In the late 1880s the building underwent significant rebuilding, the chancel was demolished and rebuilt, a new porch added and the tower made taller by the addition of four pinnacles. The building work was undertaken by the then rector and dedicated to the memory of his son, Arthur Julius Hilgrove Turner who died aged 23 at Sakree, Bombay, on foreign service on 19th January 1872. His image can be seen in the left-hand panel of the East window where he is the kneeling figure (sporting an impressive moustache!), depicted as Cornelius the centurion kneeling before St Peter.
The whole of the mid C19 East window is in memory of Arthur Julius Hilgrove Turner and is ‘distinctly interesting’ according to The Popular Guide of Suffolk Churches published by D.P. Mortlock in 1988. The window was the first independent commission of William Francis Dixon who had been a pupil of Clayton & Bell and who designed for the firm of Mayer in Munich 20 years later. His style is an individual development of the conventions adopted by Clayton & Bell and foreshadows techniques subsequently used by other artists.
On either side of the chancel arch there are two stone heads looking at the congregation. The one on the right bears a remarkable resemblance to the face of Arthur Julius Hilgrove-Turner, as seen in the East window.
In the chancel there is the delightful chamber organ featuring decorated painted pipes, built by Bevington and Son of Soho, London, undated but probably in the late 1880s. The organ was dismantled and completely restored in 2009 by Messrs. Boggis of Diss, Norfolk.

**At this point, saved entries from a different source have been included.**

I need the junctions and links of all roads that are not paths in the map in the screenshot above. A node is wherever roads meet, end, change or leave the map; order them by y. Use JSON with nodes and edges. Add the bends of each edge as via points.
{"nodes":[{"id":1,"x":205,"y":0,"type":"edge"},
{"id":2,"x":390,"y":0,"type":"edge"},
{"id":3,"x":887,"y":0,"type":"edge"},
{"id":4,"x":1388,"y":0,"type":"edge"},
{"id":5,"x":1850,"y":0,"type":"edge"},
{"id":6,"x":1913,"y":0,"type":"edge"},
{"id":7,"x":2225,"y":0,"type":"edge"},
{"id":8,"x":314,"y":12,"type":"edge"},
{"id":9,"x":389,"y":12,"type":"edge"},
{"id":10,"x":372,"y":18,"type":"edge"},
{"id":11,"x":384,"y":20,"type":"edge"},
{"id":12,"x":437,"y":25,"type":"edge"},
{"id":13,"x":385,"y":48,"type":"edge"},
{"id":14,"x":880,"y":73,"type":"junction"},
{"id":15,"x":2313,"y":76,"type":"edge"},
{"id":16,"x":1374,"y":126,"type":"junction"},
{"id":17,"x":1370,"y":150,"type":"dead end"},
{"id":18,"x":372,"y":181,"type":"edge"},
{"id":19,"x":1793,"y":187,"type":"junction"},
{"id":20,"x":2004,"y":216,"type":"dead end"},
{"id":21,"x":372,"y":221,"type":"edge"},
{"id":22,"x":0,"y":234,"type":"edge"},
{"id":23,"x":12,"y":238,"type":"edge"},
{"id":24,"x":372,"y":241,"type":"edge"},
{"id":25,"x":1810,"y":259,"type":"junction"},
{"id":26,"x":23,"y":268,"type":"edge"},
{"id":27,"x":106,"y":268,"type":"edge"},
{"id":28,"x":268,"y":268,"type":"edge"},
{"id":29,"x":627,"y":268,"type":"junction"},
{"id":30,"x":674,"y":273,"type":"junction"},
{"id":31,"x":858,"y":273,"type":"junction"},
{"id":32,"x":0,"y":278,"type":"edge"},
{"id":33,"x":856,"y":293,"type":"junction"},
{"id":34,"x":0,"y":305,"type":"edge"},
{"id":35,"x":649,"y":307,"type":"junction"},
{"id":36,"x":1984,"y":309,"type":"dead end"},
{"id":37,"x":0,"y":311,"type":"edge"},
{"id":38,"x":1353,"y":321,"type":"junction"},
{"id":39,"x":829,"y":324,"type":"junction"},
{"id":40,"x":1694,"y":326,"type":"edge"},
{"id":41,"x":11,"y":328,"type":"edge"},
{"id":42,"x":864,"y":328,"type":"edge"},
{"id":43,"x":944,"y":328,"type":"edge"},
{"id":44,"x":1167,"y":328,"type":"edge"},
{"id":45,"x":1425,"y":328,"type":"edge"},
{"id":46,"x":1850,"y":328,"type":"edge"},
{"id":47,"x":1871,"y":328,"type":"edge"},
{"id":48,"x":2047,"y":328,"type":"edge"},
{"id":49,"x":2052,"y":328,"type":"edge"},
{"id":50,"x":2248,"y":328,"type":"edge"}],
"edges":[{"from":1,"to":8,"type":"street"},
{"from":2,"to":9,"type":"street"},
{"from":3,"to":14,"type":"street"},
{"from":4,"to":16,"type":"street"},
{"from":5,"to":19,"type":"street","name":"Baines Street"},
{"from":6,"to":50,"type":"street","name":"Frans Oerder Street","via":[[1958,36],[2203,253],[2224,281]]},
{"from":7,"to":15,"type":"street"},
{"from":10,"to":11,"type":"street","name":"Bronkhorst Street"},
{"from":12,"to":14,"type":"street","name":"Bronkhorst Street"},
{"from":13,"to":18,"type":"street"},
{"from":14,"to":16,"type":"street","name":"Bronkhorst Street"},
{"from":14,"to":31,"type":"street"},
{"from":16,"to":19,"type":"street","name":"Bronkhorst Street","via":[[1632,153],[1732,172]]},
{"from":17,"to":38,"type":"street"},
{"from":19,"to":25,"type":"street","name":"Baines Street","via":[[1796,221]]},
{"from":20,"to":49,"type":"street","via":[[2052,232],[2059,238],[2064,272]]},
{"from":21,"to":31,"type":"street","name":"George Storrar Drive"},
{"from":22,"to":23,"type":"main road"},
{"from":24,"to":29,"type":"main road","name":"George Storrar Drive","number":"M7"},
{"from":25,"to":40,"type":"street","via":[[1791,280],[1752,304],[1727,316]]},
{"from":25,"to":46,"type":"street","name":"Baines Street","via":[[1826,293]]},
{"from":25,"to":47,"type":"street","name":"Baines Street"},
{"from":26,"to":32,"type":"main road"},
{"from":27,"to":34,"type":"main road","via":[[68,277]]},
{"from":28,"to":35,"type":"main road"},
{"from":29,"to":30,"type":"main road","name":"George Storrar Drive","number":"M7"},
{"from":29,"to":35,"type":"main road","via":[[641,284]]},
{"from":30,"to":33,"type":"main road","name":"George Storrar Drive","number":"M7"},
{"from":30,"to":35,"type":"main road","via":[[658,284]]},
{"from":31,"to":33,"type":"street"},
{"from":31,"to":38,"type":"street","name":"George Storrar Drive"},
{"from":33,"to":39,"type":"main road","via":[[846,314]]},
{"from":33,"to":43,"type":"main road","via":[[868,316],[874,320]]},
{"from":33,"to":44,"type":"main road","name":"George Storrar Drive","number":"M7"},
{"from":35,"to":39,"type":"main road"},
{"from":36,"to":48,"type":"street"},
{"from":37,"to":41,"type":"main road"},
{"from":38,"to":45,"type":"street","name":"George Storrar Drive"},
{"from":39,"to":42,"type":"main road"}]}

On the east end of the choir stalls are four well-carved misericord-type seats, which seem to be too low for their usual purpose, although they are at the same height as the front choir pews. Someone must have favoured hinged seats at toddler level because there are more fixed to the old benches by the font. The font is octagonal C13 and entirely plain, standing on a shaft almost as wide as the bowl.
In the late 1980s the tower was struck by lightning and as the full cost of repair could not be met the four damaged pinnacles were removed and the parapet battlements restored. There are impressive gargoyles on the North and South sides of the tower with long snarling metal spouts below the parapet walls.
There are three bells on an oak frame built 1876 – 1878
Treble: Stephen Tonni Bury St Edmunds, 1578
Second: James Barwell, Birmingham, 1878
Tenor: James Barwell, Birmingham, 1876
In 2019 a floor was built on the bell frame beside the bells to give easier access to them for maintenance and also enabling a new ladder to be positioned provide access to the tower roof which had not been possible since the 1980s.
All Saints’ is a significant building, both regionally and nationally, due to the survival of mediaeval walling, the tower and mediaeval and later fittings.